* Entries taken from a collection *
▶

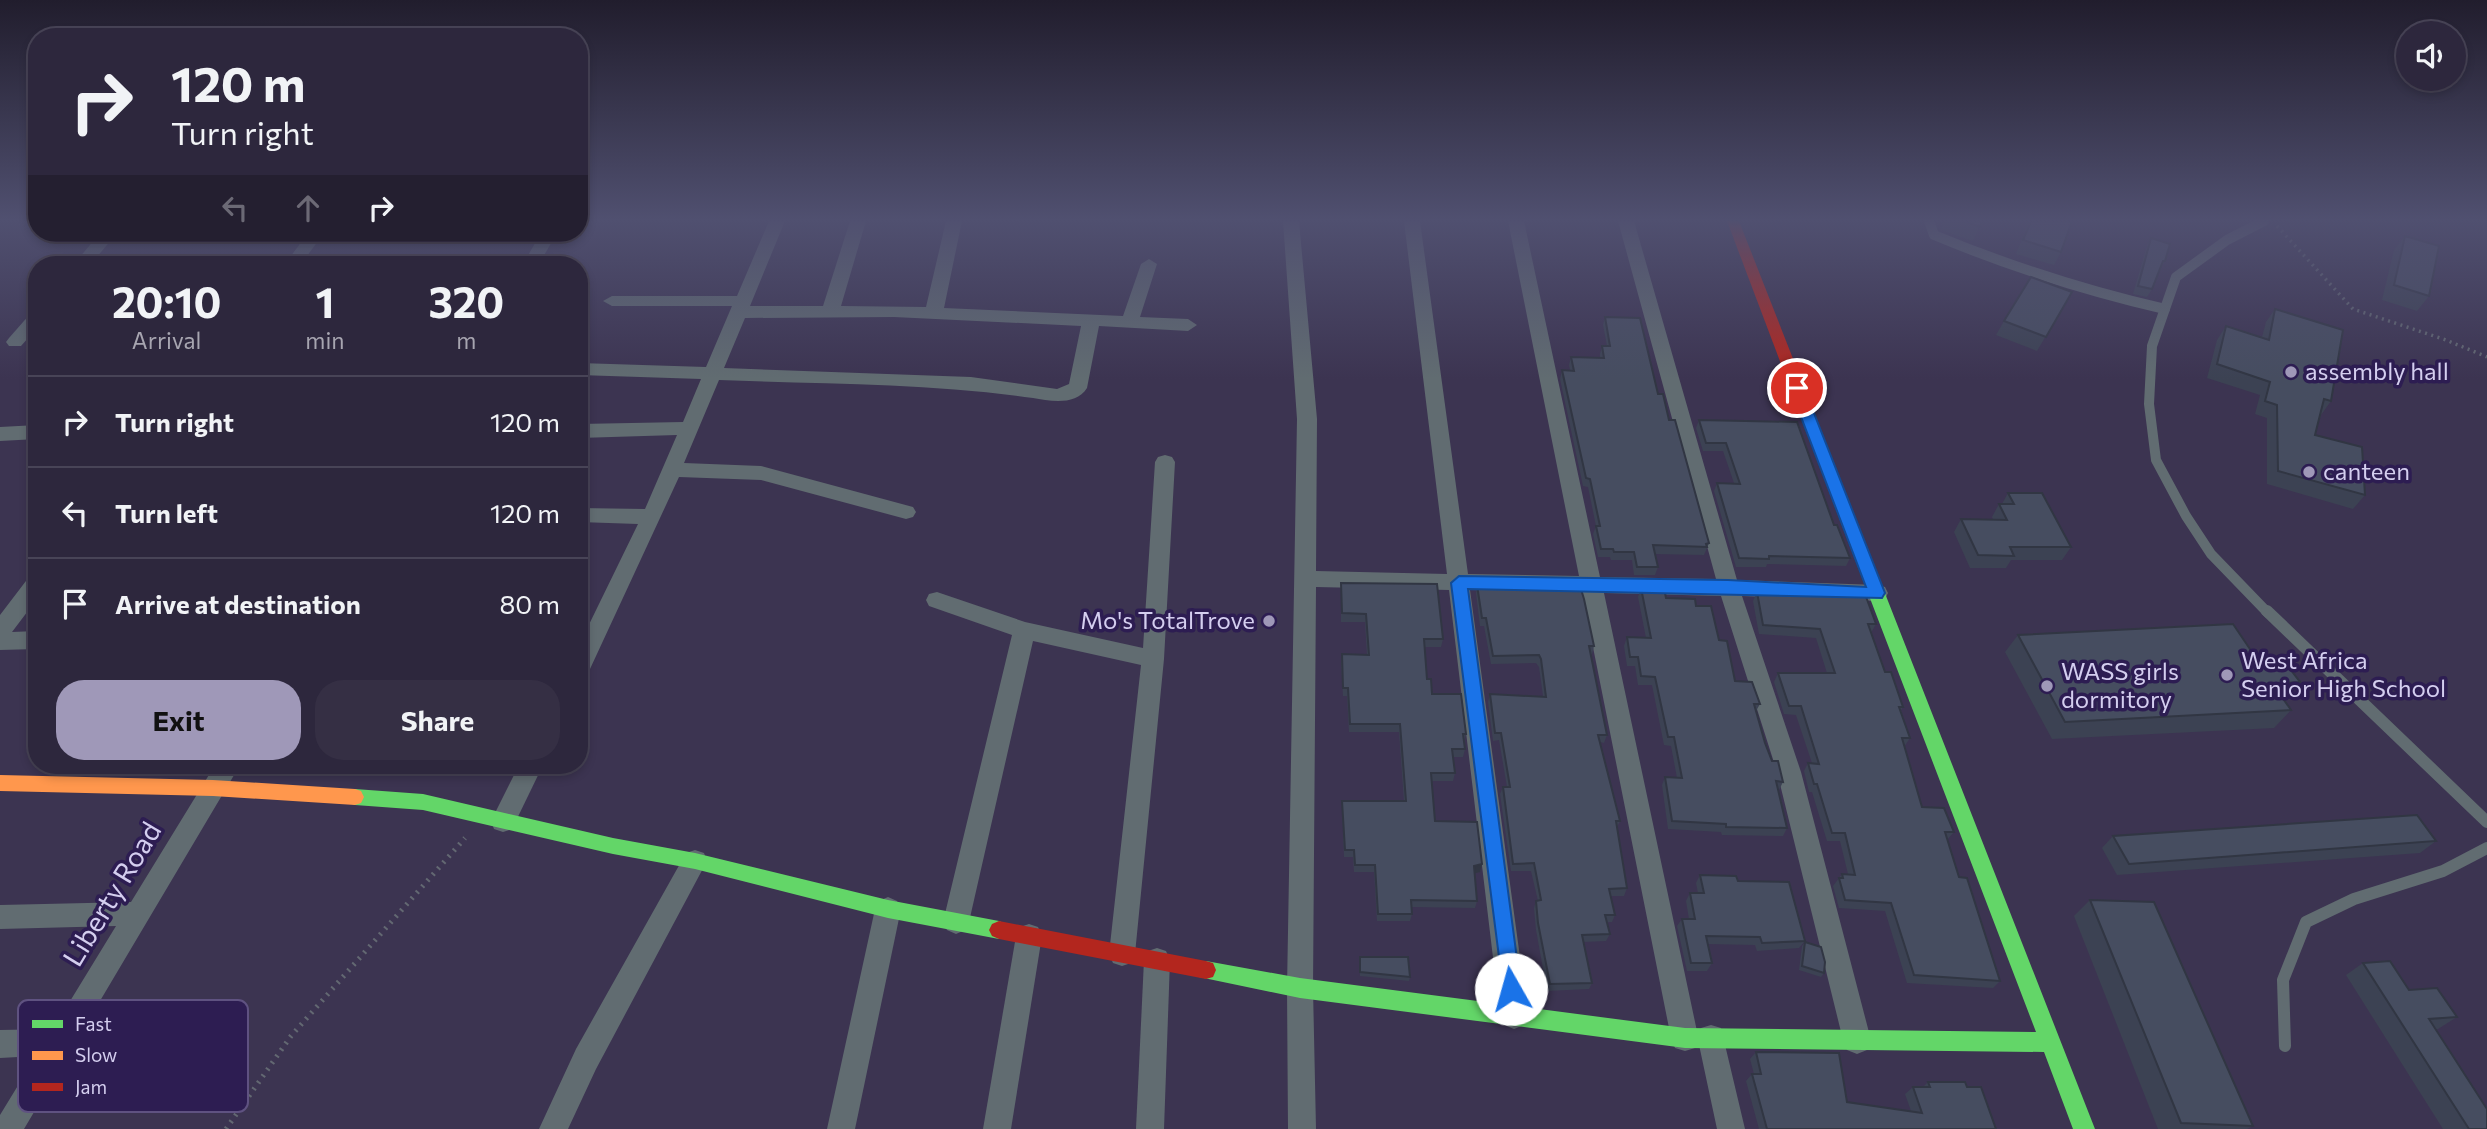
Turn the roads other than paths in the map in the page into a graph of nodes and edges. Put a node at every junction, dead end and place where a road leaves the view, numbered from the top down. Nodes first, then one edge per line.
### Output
1 (755, 274) edge
2 (842, 274) edge
3 (942, 274) edge
4 (1146, 274) edge
5 (1295, 274) edge
6 (1419, 274) edge
7 (1527, 274) edge
8 (1641, 274) edge
9 (1753, 274) edge
10 (2031, 274) edge
11 (2181, 274) edge
12 (612, 301) dead end
13 (741, 307) junction
14 (831, 309) junction
15 (2165, 309) junction
16 (934, 312) junction
17 (1091, 320) junction
18 (1130, 321) junction
19 (1188, 325) dead end
20 (28, 327) edge
21 (15, 342) dead end
22 (588, 369) edge
23 (713, 374) junction
24 (690, 428) junction
25 (588, 431) edge
26 (28, 432) edge
27 (0, 433) edge
28 (1165, 462) dead end
29 (672, 470) junction
30 (906, 513) dead end
31 (588, 515) edge
32 (652, 517) junction
33 (1305, 579) junction
34 (1459, 583) junction
35 (1593, 586) junction
36 (1728, 586) junction
37 (1877, 593) junction
38 (28, 595) edge
39 (937, 600) dead end
40 (1024, 630) junction
41 (0, 631) edge
42 (28, 640) edge
43 (0, 642) edge
44 (588, 649) edge
45 (1153, 659) junction
46 (222, 774) edge
47 (525, 774) edge
48 (0, 783) edge
49 (213, 788) junction
50 (494, 819) junction
51 (2487, 822) edge
52 (2487, 848) edge
53 (695, 860) junction
54 (888, 909) junction
55 (136, 914) junction
56 (0, 916) edge
57 (956, 922) junction
58 (1029, 936) junction
59 (1122, 954) junction
60 (1157, 961) junction
61 (1300, 988) junction
62 (84, 1000) edge
63 (1514, 1016) junction
64 (1698, 1038) junction
65 (1857, 1040) junction
66 (2051, 1042) junction
67 (18, 1043) edge
68 (0, 1044) edge
69 (2285, 1046) dead end
70 (18, 1112) edge
71 (8, 1129) edge
72 (553, 1129) edge
73 (841, 1129) edge
74 (998, 1129) edge
75 (1150, 1129) edge
76 (1302, 1129) edge
77 (1731, 1129) edge
78 (2084, 1129) edge

1 - 13 street
2 - 14 street
3 - 16 street
4 - 18 street
5 - 33 street
6 - 34 street
7 - 35 street
8 - 36 street
9 - 37 street
10 - 15 lane
11 - 15 lane
12 - 13 street
13 - 14 street
13 - 23 street
14 - 16 street
15 - 51 lane
16 - 17 street
17 - 18 street
17 - 23 street
18 - 19 street
20 - 21 street
22 - 23 street
23 - 24 street
24 - 25 street
24 - 29 street
26 - 27 street
28 - 45 street
29 - 30 street
29 - 32 street
31 - 32 street
32 - 44 street
33 - 34 street
33 - 61 street
34 - 35 street
34 - 63 street
35 - 36 street
35 - 64 street
36 - 37 street
36 - 65 street
37 - 66 street
38 - 41 street
39 - 40 street
40 - 45 street
40 - 57 street
42 - 43 street
45 - 59 street
46 - 49 street, Liberty Road
47 - 50 street
48 - 49 street
49 - 50 street
49 - 55 street, Liberty Road
50 - 53 street
52 - 69 lane
53 - 54 street
53 - 72 street
54 - 57 street
54 - 73 street
55 - 56 street
55 - 62 street, Liberty Road
57 - 58 street
58 - 59 street
58 - 74 street
59 - 60 street
60 - 61 street
60 - 75 street
61 - 63 street
61 - 76 street
63 - 64 street
64 - 65 street
64 - 77 street
65 - 66 street
66 - 78 street
67 - 68 street
70 - 71 street, Liberty Road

◀

Output the lines above in full and exactly. Leave out every picture.

Turn the roads other than paths in the map in the page into a graph of nodes and edges. Put a node at every junction, dead end and place where a road leaves the view, numbered from the top down. Nodes first, then one edge per line.
### Output
1 (755, 274) edge
2 (842, 274) edge
3 (942, 274) edge
4 (1146, 274) edge
5 (1295, 274) edge
6 (1419, 274) edge
7 (1527, 274) edge
8 (1641, 274) edge
9 (1753, 274) edge
10 (2031, 274) edge
11 (2181, 274) edge
12 (612, 301) dead end
13 (741, 307) junction
14 (831, 309) junction
15 (2165, 309) junction
16 (934, 312) junction
17 (1091, 320) junction
18 (1130, 321) junction
19 (1188, 325) dead end
20 (28, 327) edge
21 (15, 342) dead end
22 (588, 369) edge
23 (713, 374) junction
24 (690, 428) junction
25 (588, 431) edge
26 (28, 432) edge
27 (0, 433) edge
28 (1165, 462) dead end
29 (672, 470) junction
30 (906, 513) dead end
31 (588, 515) edge
32 (652, 517) junction
33 (1305, 579) junction
34 (1459, 583) junction
35 (1593, 586) junction
36 (1728, 586) junction
37 (1877, 593) junction
38 (28, 595) edge
39 (937, 600) dead end
40 (1024, 630) junction
41 (0, 631) edge
42 (28, 640) edge
43 (0, 642) edge
44 (588, 649) edge
45 (1153, 659) junction
46 (222, 774) edge
47 (525, 774) edge
48 (0, 783) edge
49 (213, 788) junction
50 (494, 819) junction
51 (2487, 822) edge
52 (2487, 848) edge
53 (695, 860) junction
54 (888, 909) junction
55 (136, 914) junction
56 (0, 916) edge
57 (956, 922) junction
58 (1029, 936) junction
59 (1122, 954) junction
60 (1157, 961) junction
61 (1300, 988) junction
62 (84, 1000) edge
63 (1514, 1016) junction
64 (1698, 1038) junction
65 (1857, 1040) junction
66 (2051, 1042) junction
67 (18, 1043) edge
68 (0, 1044) edge
69 (2285, 1046) dead end
70 (18, 1112) edge
71 (8, 1129) edge
72 (553, 1129) edge
73 (841, 1129) edge
74 (998, 1129) edge
75 (1150, 1129) edge
76 (1302, 1129) edge
77 (1731, 1129) edge
78 (2084, 1129) edge

1 - 13 street
2 - 14 street
3 - 16 street
4 - 18 street
5 - 33 street
6 - 34 street
7 - 35 street
8 - 36 street
9 - 37 street
10 - 15 lane
11 - 15 lane
12 - 13 street
13 - 14 street
13 - 23 street
14 - 16 street
15 - 51 lane
16 - 17 street
17 - 18 street
17 - 23 street
18 - 19 street
20 - 21 street
22 - 23 street
23 - 24 street
24 - 25 street
24 - 29 street
26 - 27 street
28 - 45 street
29 - 30 street
29 - 32 street
31 - 32 street
32 - 44 street
33 - 34 street
33 - 61 street
34 - 35 street
34 - 63 street
35 - 36 street
35 - 64 street
36 - 37 street
36 - 65 street
37 - 66 street
38 - 41 street
39 - 40 street
40 - 45 street
40 - 57 street
42 - 43 street
45 - 59 street
46 - 49 street, Liberty Road
47 - 50 street
48 - 49 street
49 - 50 street
49 - 55 street, Liberty Road
50 - 53 street
52 - 69 lane
53 - 54 street
53 - 72 street
54 - 57 street
54 - 73 street
55 - 56 street
55 - 62 street, Liberty Road
57 - 58 street
58 - 59 street
58 - 74 street
59 - 60 street
60 - 61 street
60 - 75 street
61 - 63 street
61 - 76 street
63 - 64 street
64 - 65 street
64 - 77 street
65 - 66 street
66 - 78 street
67 - 68 street
70 - 71 street, Liberty Road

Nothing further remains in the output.